Ask a cardiologist to answer that question. I bet you they'll say, "Well, it's unlikely, but...."

Of course it can. Acute MIs are acute events. Is it likely? Well, maybe not, but Ebola walking into your ED isn't likely,beither. Neither is meningiococcemia, and you're there to pick that needle out of a haystack, too. "Likely" doesn't mean a damn thing if it's the one, does it?
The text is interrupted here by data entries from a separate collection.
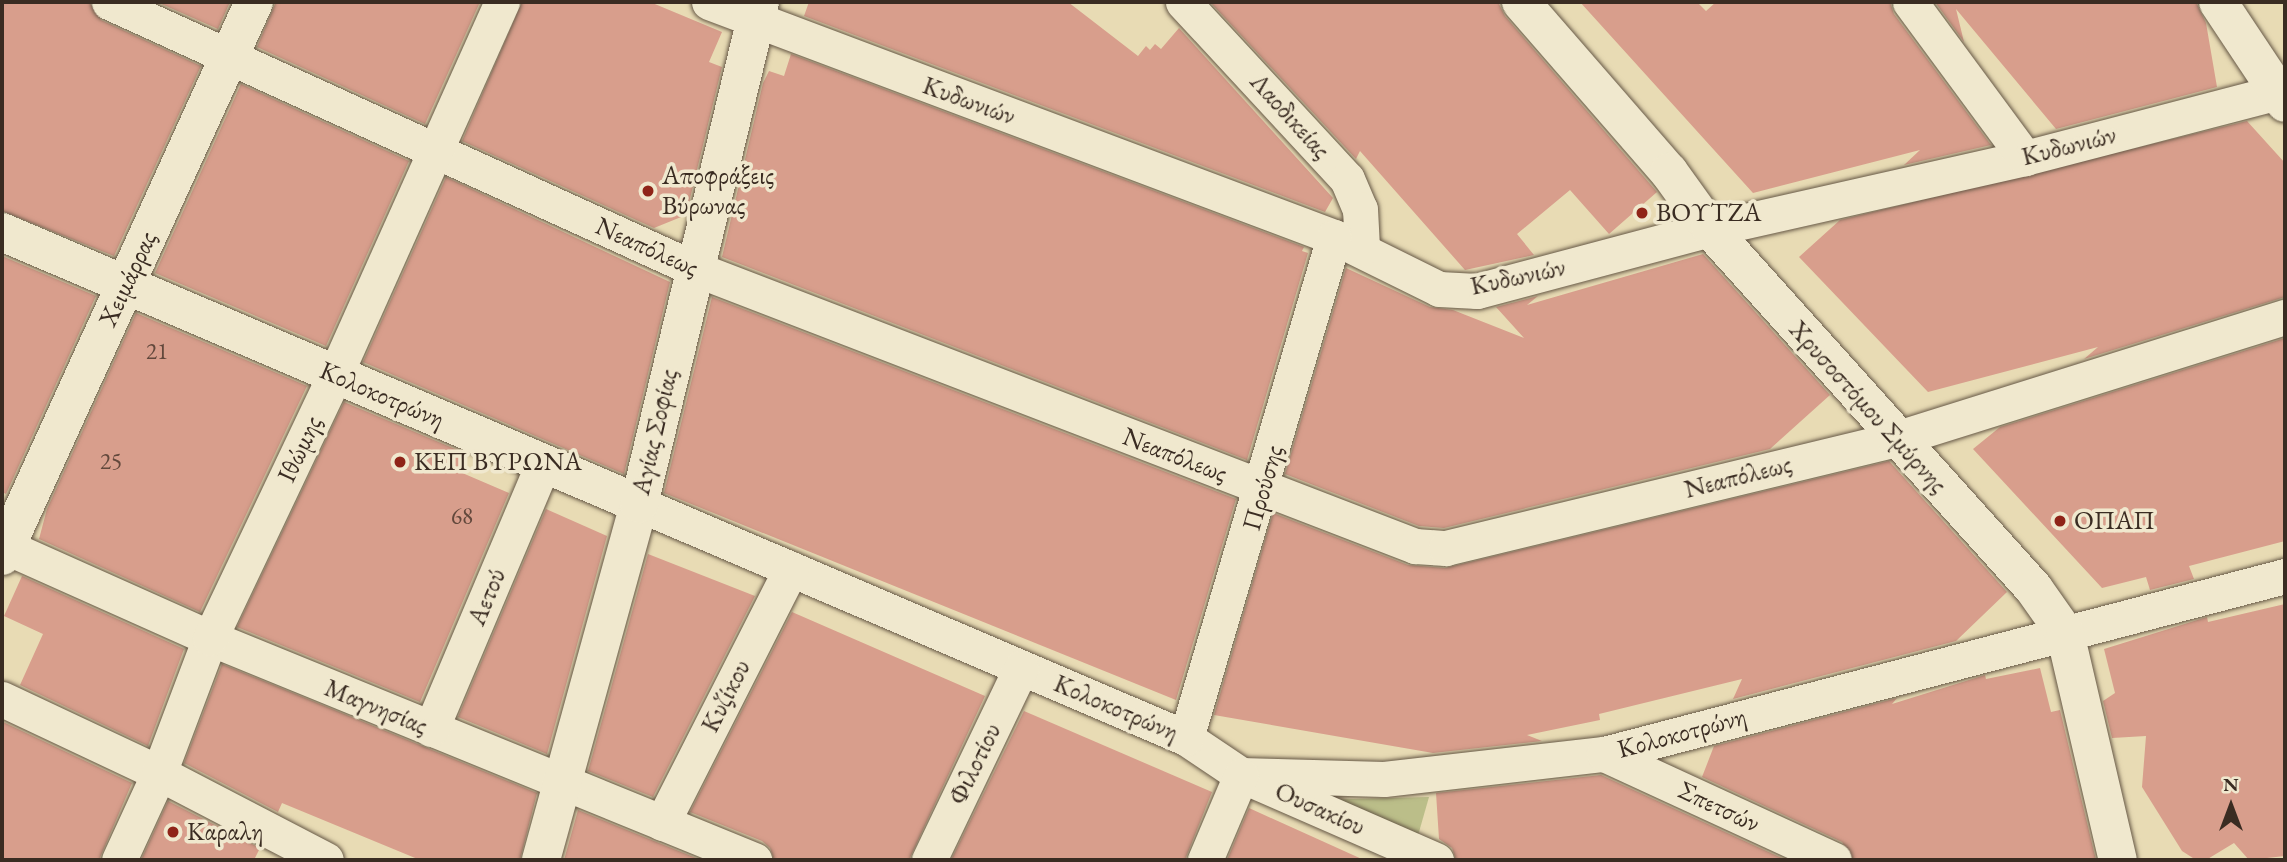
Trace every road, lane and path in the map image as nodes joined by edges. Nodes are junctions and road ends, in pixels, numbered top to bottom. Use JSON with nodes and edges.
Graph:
{"nodes":[{"id":1,"x":109,"y":2,"type":"edge"},
{"id":2,"x":254,"y":2,"type":"edge"},
{"id":3,"x":502,"y":2,"type":"edge"},
{"id":4,"x":709,"y":2,"type":"edge"},
{"id":5,"x":1183,"y":2,"type":"edge"},
{"id":6,"x":1521,"y":2,"type":"edge"},
{"id":7,"x":1910,"y":2,"type":"edge"},
{"id":8,"x":2218,"y":2,"type":"edge"},
{"id":9,"x":757,"y":11,"type":"edge"},
{"id":10,"x":231,"y":57,"type":"junction"},
{"id":11,"x":2282,"y":97,"type":"edge"},
{"id":12,"x":435,"y":150,"type":"junction"},
{"id":13,"x":2025,"y":158,"type":"junction"},
{"id":14,"x":1710,"y":229,"type":"junction"},
{"id":15,"x":2,"y":232,"type":"edge"},
{"id":16,"x":1348,"y":242,"type":"junction"},
{"id":17,"x":694,"y":268,"type":"junction"},
{"id":18,"x":125,"y":286,"type":"junction"},
{"id":19,"x":2285,"y":317,"type":"edge"},
{"id":20,"x":335,"y":375,"type":"junction"},
{"id":21,"x":1895,"y":439,"type":"junction"},
{"id":22,"x":543,"y":464,"type":"junction"},
{"id":23,"x":1263,"y":489,"type":"junction"},
{"id":24,"x":639,"y":504,"type":"junction"},
{"id":25,"x":3,"y":550,"type":"edge"},
{"id":26,"x":791,"y":569,"type":"junction"},
{"id":27,"x":2285,"y":576,"type":"edge"},
{"id":28,"x":2065,"y":633,"type":"junction"},
{"id":29,"x":210,"y":639,"type":"junction"},
{"id":30,"x":1021,"y":668,"type":"junction"},
{"id":31,"x":2,"y":699,"type":"edge"},
{"id":32,"x":431,"y":729,"type":"junction"},
{"id":33,"x":1186,"y":738,"type":"junction"},
{"id":34,"x":1604,"y":754,"type":"junction"},
{"id":35,"x":159,"y":773,"type":"junction"},
{"id":36,"x":1241,"y":775,"type":"junction"},
{"id":37,"x":561,"y":784,"type":"junction"},
{"id":38,"x":662,"y":823,"type":"junction"},
{"id":39,"x":119,"y":860,"type":"edge"},
{"id":40,"x":327,"y":860,"type":"edge"},
{"id":41,"x":541,"y":860,"type":"edge"},
{"id":42,"x":754,"y":860,"type":"edge"},
{"id":43,"x":929,"y":860,"type":"edge"},
{"id":44,"x":1205,"y":860,"type":"edge"},
{"id":45,"x":1436,"y":860,"type":"edge"},
{"id":46,"x":1834,"y":860,"type":"edge"},
{"id":47,"x":2119,"y":860,"type":"edge"}],
"edges":[{"from":1,"to":10,"type":"street","name":"Νεαπόλεως"},
{"from":2,"to":10,"type":"street","name":"Χειμάρρας"},
{"from":3,"to":12,"type":"street","name":"Ιθώμης"},
{"from":4,"to":9,"type":"street","name":"Κυδωνιών"},
{"from":5,"to":16,"type":"street","name":"Λαοδικείας"},
{"from":6,"to":14,"type":"street","name":"Χρυσοστόμου Σμύρνης"},
{"from":7,"to":13,"type":"street"},
{"from":8,"to":11,"type":"street"},
{"from":9,"to":16,"type":"street","name":"Κυδωνιών"},
{"from":9,"to":17,"type":"street","name":"Αγίας Σοφίας"},
{"from":10,"to":12,"type":"street","name":"Νεαπόλεως"},
{"from":10,"to":18,"type":"street","name":"Χειμάρρας"},
{"from":11,"to":13,"type":"street","name":"Κυδωνιών"},
{"from":12,"to":17,"type":"street","name":"Νεαπόλεως"},
{"from":12,"to":20,"type":"street","name":"Ιθώμης"},
{"from":13,"to":14,"type":"street","name":"Κυδωνιών"},
{"from":14,"to":16,"type":"street","name":"Κυδωνιών"},
{"from":14,"to":21,"type":"street","name":"Χρυσοστόμου Σμύρνης"},
{"from":15,"to":18,"type":"street","name":"Κολοκοτρώνη"},
{"from":16,"to":23,"type":"street","name":"Προύσης"},
{"from":17,"to":23,"type":"street","name":"Νεαπόλεως"},
{"from":17,"to":24,"type":"street","name":"Αγίας Σοφίας"},
{"from":18,"to":20,"type":"street","name":"Κολοκοτρώνη"},
{"from":18,"to":25,"type":"street","name":"Χειμάρρας"},
{"from":19,"to":21,"type":"street","name":"Νεαπόλεως"},
{"from":20,"to":22,"type":"street","name":"Κολοκοτρώνη"},
{"from":20,"to":29,"type":"street","name":"Ιθώμης"},
{"from":21,"to":23,"type":"street","name":"Νεαπόλεως"},
{"from":21,"to":28,"type":"street","name":"Χρυσοστόμου Σμύρνης"},
{"from":22,"to":24,"type":"street","name":"Κολοκοτρώνη"},
{"from":22,"to":32,"type":"street","name":"Αετού"},
{"from":23,"to":33,"type":"street","name":"Προύσης"},
{"from":24,"to":26,"type":"street","name":"Κολοκοτρώνη"},
{"from":24,"to":37,"type":"street","name":"Αγίας Σοφίας"},
{"from":25,"to":29,"type":"street","name":"Μαγνησίας"},
{"from":26,"to":30,"type":"street","name":"Κολοκοτρώνη"},
{"from":26,"to":38,"type":"street","name":"Κυζίκου"},
{"from":27,"to":28,"type":"street","name":"Κολοκοτρώνη"},
{"from":28,"to":34,"type":"street","name":"Κολοκοτρώνη"},
{"from":28,"to":47,"type":"street","name":"Χρυσοστόμου Σμύρνης"},
{"from":29,"to":32,"type":"street","name":"Μαγνησίας"},
{"from":29,"to":35,"type":"street","name":"Ιθώμης"},
{"from":30,"to":33,"type":"street","name":"Κολοκοτρώνη"},
{"from":30,"to":43,"type":"street","name":"Φιλοτίου"},
{"from":31,"to":35,"type":"street"},
{"from":32,"to":37,"type":"street","name":"Μαγνησίας"},
{"from":33,"to":36,"type":"street","name":"Κολοκοτρώνη"},
{"from":34,"to":36,"type":"street","name":"Κολοκοτρώνη"},
{"from":34,"to":46,"type":"street","name":"Σπετσών"},
{"from":35,"to":39,"type":"street","name":"Ιθώμης"},
{"from":35,"to":40,"type":"street"},
{"from":36,"to":44,"type":"street"},
{"from":36,"to":45,"type":"street","name":"Ουσακίου"},
{"from":37,"to":38,"type":"street","name":"Μαγνησίας"},
{"from":37,"to":41,"type":"street","name":"Αγίας Σοφίας"},
{"from":38,"to":42,"type":"street","name":"Μαγνησίας"}]}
Now if the cath is truly "normal coronaries," (which is actually not that many patients > age 40) then the odds obviously are greatly in your favor. Unless it's vasospasm, of course. I've seen STEMI in a 28 yr old with that before. When you hear that "normal cath" comment, it's worth taking a look at the actual report, and making your own judgement. That's all I'm saying.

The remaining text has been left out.